Ainsi, il m’est revenu à l’esprit cette homélie de saint Jean Chrysostome dans laquelle il met en garde les fidèles du Christ contre une trop grande idolâtrie de l’eucharistie sacramentelle :

« L’autel dont je vous parle est fait des membres mêmes du Christ, et le corps du Christ devient pour toi un autel. Vénère-le : dans la chair, tu y fais le sacrifice au Seigneur. Cet autel est plus terrible que celui qui se dresse en cette Église. Cet autel-ci est auguste, à cause de la victime qui y vient ; celui de l’aumône l’est davantage, parce qu’il est fait de cette victime même. Celui-ci est auguste, parce que, fait en pierres, il est sanctifié par le contact du corps du Christ ; et l’autre, parce qu’il est le corps même du Christ. Il est donc plus vénérable que celui-ci devant lequel, mon frère, tu te trouves. Et toi, tu vénères cet autel-ci, lorsque le corps du Christ y descend. Mais l’autre qui est le corps du Christ, tu le négliges et tu restes indifférent, quand il périt.
Cet autel, tu peux le voir dressé partout, dans les ruelles et sur les places, et, chaque heure, tu peux y faire le sacrifice, car c’est là aussi le lieu des sacrifices. Et comme le prêtre, debout à l’autel, appelle-le Esprit ; de même, toi aussi, tu appelles l’Esprit, comme cette huile répandue en abondance. »
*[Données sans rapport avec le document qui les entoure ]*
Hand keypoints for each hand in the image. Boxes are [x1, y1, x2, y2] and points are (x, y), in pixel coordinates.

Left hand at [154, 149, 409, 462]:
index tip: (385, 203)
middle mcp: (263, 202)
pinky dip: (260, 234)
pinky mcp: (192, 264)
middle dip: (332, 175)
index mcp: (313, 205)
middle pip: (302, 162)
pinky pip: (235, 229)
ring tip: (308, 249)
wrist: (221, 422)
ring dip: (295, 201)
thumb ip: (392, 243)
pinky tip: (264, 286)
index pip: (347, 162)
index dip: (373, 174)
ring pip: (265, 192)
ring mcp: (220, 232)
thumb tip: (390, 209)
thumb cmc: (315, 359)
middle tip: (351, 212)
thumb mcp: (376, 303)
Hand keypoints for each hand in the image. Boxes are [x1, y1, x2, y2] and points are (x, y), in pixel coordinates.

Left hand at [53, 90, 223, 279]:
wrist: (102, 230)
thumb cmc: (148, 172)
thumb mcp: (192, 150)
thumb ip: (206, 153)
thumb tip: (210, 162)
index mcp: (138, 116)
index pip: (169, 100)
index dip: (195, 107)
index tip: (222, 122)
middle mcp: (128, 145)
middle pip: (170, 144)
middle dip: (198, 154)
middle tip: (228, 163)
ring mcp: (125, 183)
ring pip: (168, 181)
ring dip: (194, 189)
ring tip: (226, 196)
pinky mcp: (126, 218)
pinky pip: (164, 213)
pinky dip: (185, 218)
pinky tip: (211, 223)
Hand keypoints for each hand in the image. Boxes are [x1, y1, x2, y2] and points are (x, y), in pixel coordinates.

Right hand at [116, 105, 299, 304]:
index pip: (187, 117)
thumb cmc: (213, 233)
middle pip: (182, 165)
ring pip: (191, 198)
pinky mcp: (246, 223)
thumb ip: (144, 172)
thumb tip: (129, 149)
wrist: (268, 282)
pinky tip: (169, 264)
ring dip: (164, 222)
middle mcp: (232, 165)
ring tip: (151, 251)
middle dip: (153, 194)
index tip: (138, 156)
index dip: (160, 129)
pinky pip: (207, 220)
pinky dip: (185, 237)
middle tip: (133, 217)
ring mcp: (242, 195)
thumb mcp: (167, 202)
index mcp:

Nous ne manquons pas d’occasion de célébrer l’eucharistie sur l’autel du frère et de la charité. Nous ne manquons pas d’occasion de rencontrer du Roi des rois dans le frère, le pauvre et le prochain. Nous ne manquons pas d’occasion d’être comptés parmi les brebis du Seigneur, mais le faisons-nous ?

Si la fête du Christ-Roi doit nous donner un vrai enseignement eschatologique, c’est bien celui de l’urgence de cette rencontre (à l’extérieur du séminaire comme à l’intérieur). Et si nous avons pu nous égarer, nous dispersés « un jour de nuages et de sombres nuées », que le Bon Pasteur nous ramène vers son troupeau et vers lui pour que nous soyons avec nos frères, et au milieu d’eux, les signes de ce Royaume d’amour et de paix que le Christ inaugure en son mystère pascal et qu’il nous donne en chaque vraie eucharistie.